X, y = load_iris(return_X_y=True)
SVM = SVC(C=1.0, kernel='rbf')

params = {"C":[0.1, 1.0, 5.0, 10.0],
          "kernel":['linear', 'poly', 'rbf']
    }

grid_search = GridSearchCV(SVM, params, cv=5)
grid_search.fit(X, y)

# 模型最高分：
grid_search.score(X, y)
# 最优参数：
grid_search.best_params_

{'C': 0.1, 'kernel': 'poly'}

属性

cv_results_：cv_results_属性是一个字典，储存了网格搜索的详细结果：

mean_fit_time：每个参数组合在训练模型上的平均用时。
std_fit_time：各参数组合在训练模型上所用时间的标准差。
mean_test_score：每个参数组合的平均得分。
std_test_score：每个参数组合得分的标准差。
mean_score_time：每个参数组合打分所用时间的平均值。
std_score_time：每个参数组合打分所用时间的标准差。
rank_test_score：各参数组合的得分排名。
params：各个参数组合。
param_xxx：模型各个超参数在每个参数组合中对应的取值。
splitx_test_score：交叉验证每次拆分数据集，各个参数组合的得分。

best_index_：最佳候选参数组合对应的（cv_results_数组的）索引。

best_estimator_：得分最高的 estimator，若refit=False，该属性则不可用。

best_score_：得分最高的estimator的交叉验证平均得分。

best_params_：得分最高的参数组合。
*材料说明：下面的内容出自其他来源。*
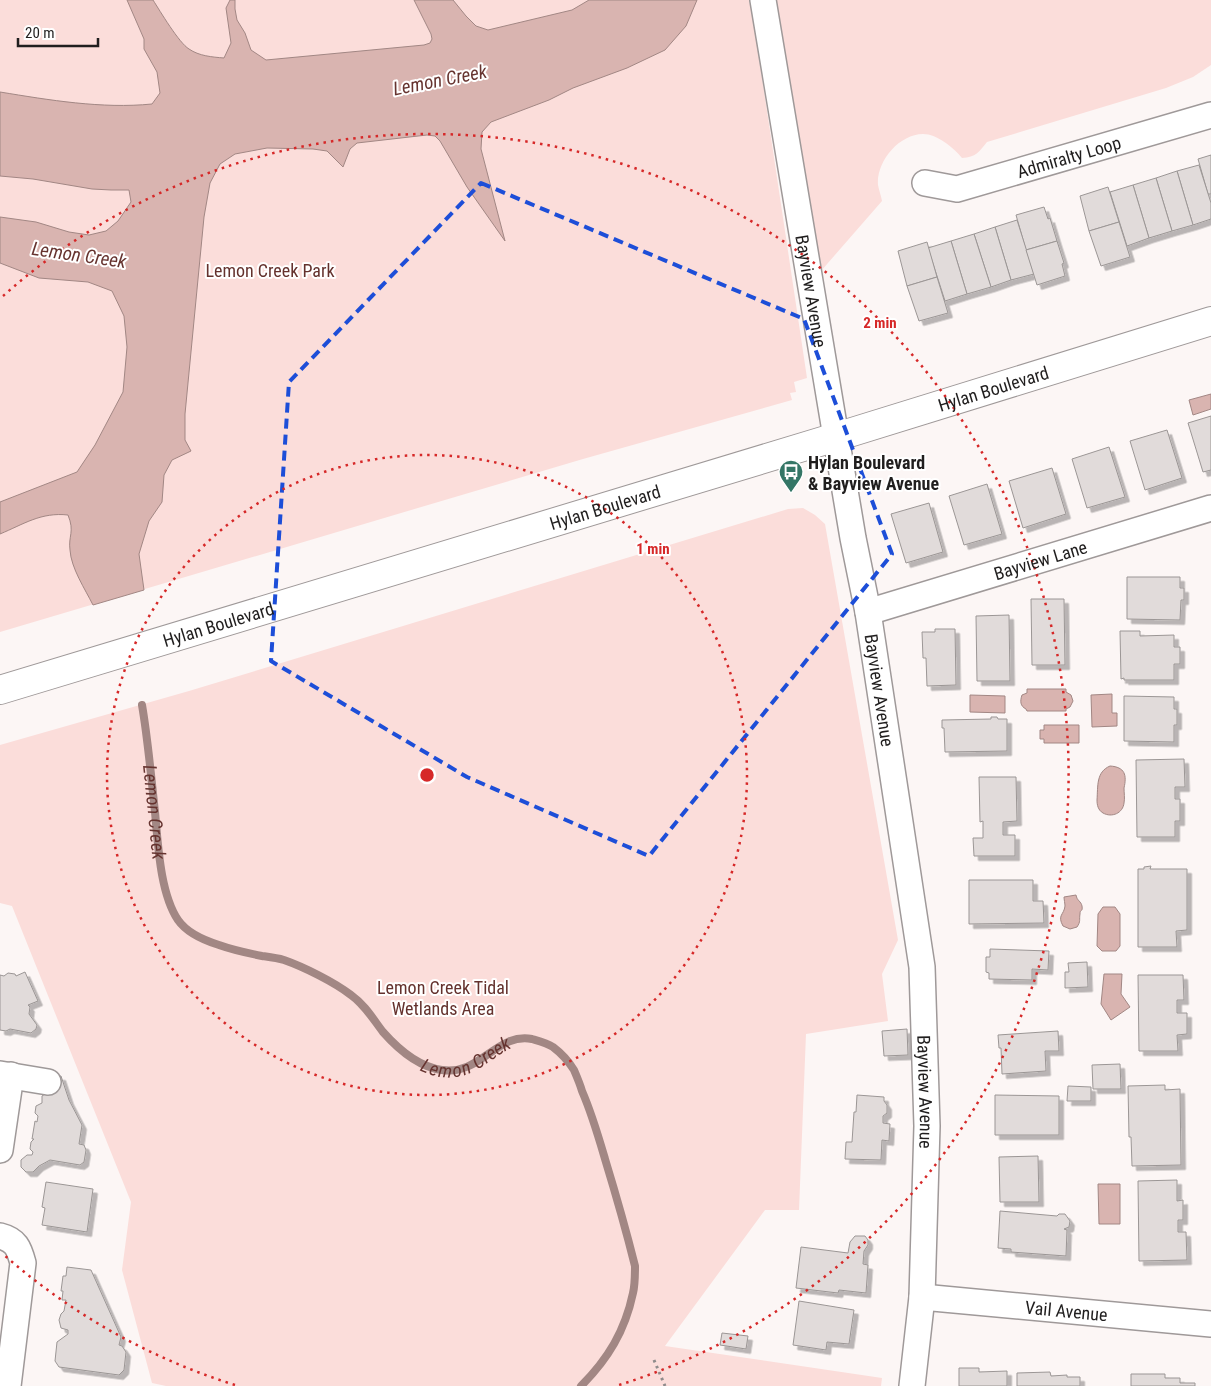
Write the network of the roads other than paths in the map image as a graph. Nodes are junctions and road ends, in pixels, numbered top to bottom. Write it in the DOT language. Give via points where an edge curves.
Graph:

对于multi-metric evaluation，仅当refit指定时才可用。

n_splits_：交叉验证拆分的数量。

refit_time_：在整个数据集中，重新拟合最佳模型的秒数。

multimetric_：逻辑值，是否使用多个metric进行评估。

classes_：类别。

方法

方法	说明
`decision_function(X)`	Call decision_function on the estimator with the best found parameters.
`fit(X[, y, groups])`	Run fit with all sets of parameters.
`get_params()`	Get parameters for this estimator.
`inverse_transform(Xt)`	Call inverse_transform on the estimator with the best found params.
`predict(X)`	Call predict on the estimator with the best found parameters.
`predict_log_proba(X)`	Call predict_log_proba on the estimator with the best found parameters.
`predict_proba(X)`	Call predict_proba on the estimator with the best found parameters.
`score(X[, y])`	Returns the score on the given data, if the estimator has been refit.
`set_params(**params)`	Set the parameters of this estimator.
`transform(X)`	Call transform on the estimator with the best found parameters.

RandomizedSearchCV：随机搜索

与 GridSearchCV不同的是，随机搜索（可能）不会尝试所有的参数组合，而是从指定的分布中采样固定数量的参数组合。尝试的参数组合的数量是由 n_iter参数指定。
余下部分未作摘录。